Saved entries:
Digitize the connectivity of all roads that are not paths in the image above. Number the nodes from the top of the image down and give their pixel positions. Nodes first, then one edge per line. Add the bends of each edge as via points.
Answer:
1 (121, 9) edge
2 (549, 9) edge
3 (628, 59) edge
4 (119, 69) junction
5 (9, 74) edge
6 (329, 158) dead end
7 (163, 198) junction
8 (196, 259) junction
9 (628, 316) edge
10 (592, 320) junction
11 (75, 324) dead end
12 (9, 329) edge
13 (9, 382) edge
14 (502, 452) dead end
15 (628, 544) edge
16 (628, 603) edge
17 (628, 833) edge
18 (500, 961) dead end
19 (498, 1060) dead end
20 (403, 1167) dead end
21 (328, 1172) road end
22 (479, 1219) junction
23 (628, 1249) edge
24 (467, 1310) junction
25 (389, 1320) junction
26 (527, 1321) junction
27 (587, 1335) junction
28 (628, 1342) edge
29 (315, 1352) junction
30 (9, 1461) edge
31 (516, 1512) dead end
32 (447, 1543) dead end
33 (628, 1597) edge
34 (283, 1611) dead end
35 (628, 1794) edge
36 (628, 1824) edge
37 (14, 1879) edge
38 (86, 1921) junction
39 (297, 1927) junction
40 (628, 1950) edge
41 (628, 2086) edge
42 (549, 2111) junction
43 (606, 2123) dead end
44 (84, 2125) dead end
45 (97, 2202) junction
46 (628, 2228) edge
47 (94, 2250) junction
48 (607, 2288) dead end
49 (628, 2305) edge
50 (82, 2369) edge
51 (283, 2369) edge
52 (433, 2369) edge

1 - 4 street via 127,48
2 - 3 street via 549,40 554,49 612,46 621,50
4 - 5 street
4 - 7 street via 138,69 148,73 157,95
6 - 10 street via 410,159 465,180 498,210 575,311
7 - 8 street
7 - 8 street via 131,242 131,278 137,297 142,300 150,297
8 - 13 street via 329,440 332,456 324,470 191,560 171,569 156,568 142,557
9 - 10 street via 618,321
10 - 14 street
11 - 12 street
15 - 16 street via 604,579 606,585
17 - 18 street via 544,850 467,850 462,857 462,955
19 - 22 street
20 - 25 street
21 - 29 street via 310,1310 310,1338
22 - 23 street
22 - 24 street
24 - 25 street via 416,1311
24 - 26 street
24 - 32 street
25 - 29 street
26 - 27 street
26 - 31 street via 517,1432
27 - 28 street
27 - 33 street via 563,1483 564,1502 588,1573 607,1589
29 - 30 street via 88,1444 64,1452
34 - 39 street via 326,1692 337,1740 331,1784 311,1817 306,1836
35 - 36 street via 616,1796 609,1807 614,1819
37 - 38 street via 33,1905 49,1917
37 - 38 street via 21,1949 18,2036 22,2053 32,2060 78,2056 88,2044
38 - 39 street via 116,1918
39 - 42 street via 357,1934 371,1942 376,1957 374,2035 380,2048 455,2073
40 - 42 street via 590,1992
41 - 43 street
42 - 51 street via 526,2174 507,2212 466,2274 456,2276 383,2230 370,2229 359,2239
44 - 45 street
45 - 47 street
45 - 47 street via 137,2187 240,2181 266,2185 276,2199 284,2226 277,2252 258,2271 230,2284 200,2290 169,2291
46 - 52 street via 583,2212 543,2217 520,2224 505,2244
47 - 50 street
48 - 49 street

What you will do: Please write out the records above once more, exactly and completely.

Exercise solution:
Digitize the connectivity of all roads that are not paths in the image above. Number the nodes from the top of the image down and give their pixel positions. Nodes first, then one edge per line. Add the bends of each edge as via points.
Answer:
1 (121, 9) edge
2 (549, 9) edge
3 (628, 59) edge
4 (119, 69) junction
5 (9, 74) edge
6 (329, 158) dead end
7 (163, 198) junction
8 (196, 259) junction
9 (628, 316) edge
10 (592, 320) junction
11 (75, 324) dead end
12 (9, 329) edge
13 (9, 382) edge
14 (502, 452) dead end
15 (628, 544) edge
16 (628, 603) edge
17 (628, 833) edge
18 (500, 961) dead end
19 (498, 1060) dead end
20 (403, 1167) dead end
21 (328, 1172) road end
22 (479, 1219) junction
23 (628, 1249) edge
24 (467, 1310) junction
25 (389, 1320) junction
26 (527, 1321) junction
27 (587, 1335) junction
28 (628, 1342) edge
29 (315, 1352) junction
30 (9, 1461) edge
31 (516, 1512) dead end
32 (447, 1543) dead end
33 (628, 1597) edge
34 (283, 1611) dead end
35 (628, 1794) edge
36 (628, 1824) edge
37 (14, 1879) edge
38 (86, 1921) junction
39 (297, 1927) junction
40 (628, 1950) edge
41 (628, 2086) edge
42 (549, 2111) junction
43 (606, 2123) dead end
44 (84, 2125) dead end
45 (97, 2202) junction
46 (628, 2228) edge
47 (94, 2250) junction
48 (607, 2288) dead end
49 (628, 2305) edge
50 (82, 2369) edge
51 (283, 2369) edge
52 (433, 2369) edge

1 - 4 street via 127,48
2 - 3 street via 549,40 554,49 612,46 621,50
4 - 5 street
4 - 7 street via 138,69 148,73 157,95
6 - 10 street via 410,159 465,180 498,210 575,311
7 - 8 street
7 - 8 street via 131,242 131,278 137,297 142,300 150,297
8 - 13 street via 329,440 332,456 324,470 191,560 171,569 156,568 142,557
9 - 10 street via 618,321
10 - 14 street
11 - 12 street
15 - 16 street via 604,579 606,585
17 - 18 street via 544,850 467,850 462,857 462,955
19 - 22 street
20 - 25 street
21 - 29 street via 310,1310 310,1338
22 - 23 street
22 - 24 street
24 - 25 street via 416,1311
24 - 26 street
24 - 32 street
25 - 29 street
26 - 27 street
26 - 31 street via 517,1432
27 - 28 street
27 - 33 street via 563,1483 564,1502 588,1573 607,1589
29 - 30 street via 88,1444 64,1452
34 - 39 street via 326,1692 337,1740 331,1784 311,1817 306,1836
35 - 36 street via 616,1796 609,1807 614,1819
37 - 38 street via 33,1905 49,1917
37 - 38 street via 21,1949 18,2036 22,2053 32,2060 78,2056 88,2044
38 - 39 street via 116,1918
39 - 42 street via 357,1934 371,1942 376,1957 374,2035 380,2048 455,2073
40 - 42 street via 590,1992
41 - 43 street
42 - 51 street via 526,2174 507,2212 466,2274 456,2276 383,2230 370,2229 359,2239
44 - 45 street
45 - 47 street
45 - 47 street via 137,2187 240,2181 266,2185 276,2199 284,2226 277,2252 258,2271 230,2284 200,2290 169,2291
46 - 52 street via 583,2212 543,2217 520,2224 505,2244
47 - 50 street
48 - 49 street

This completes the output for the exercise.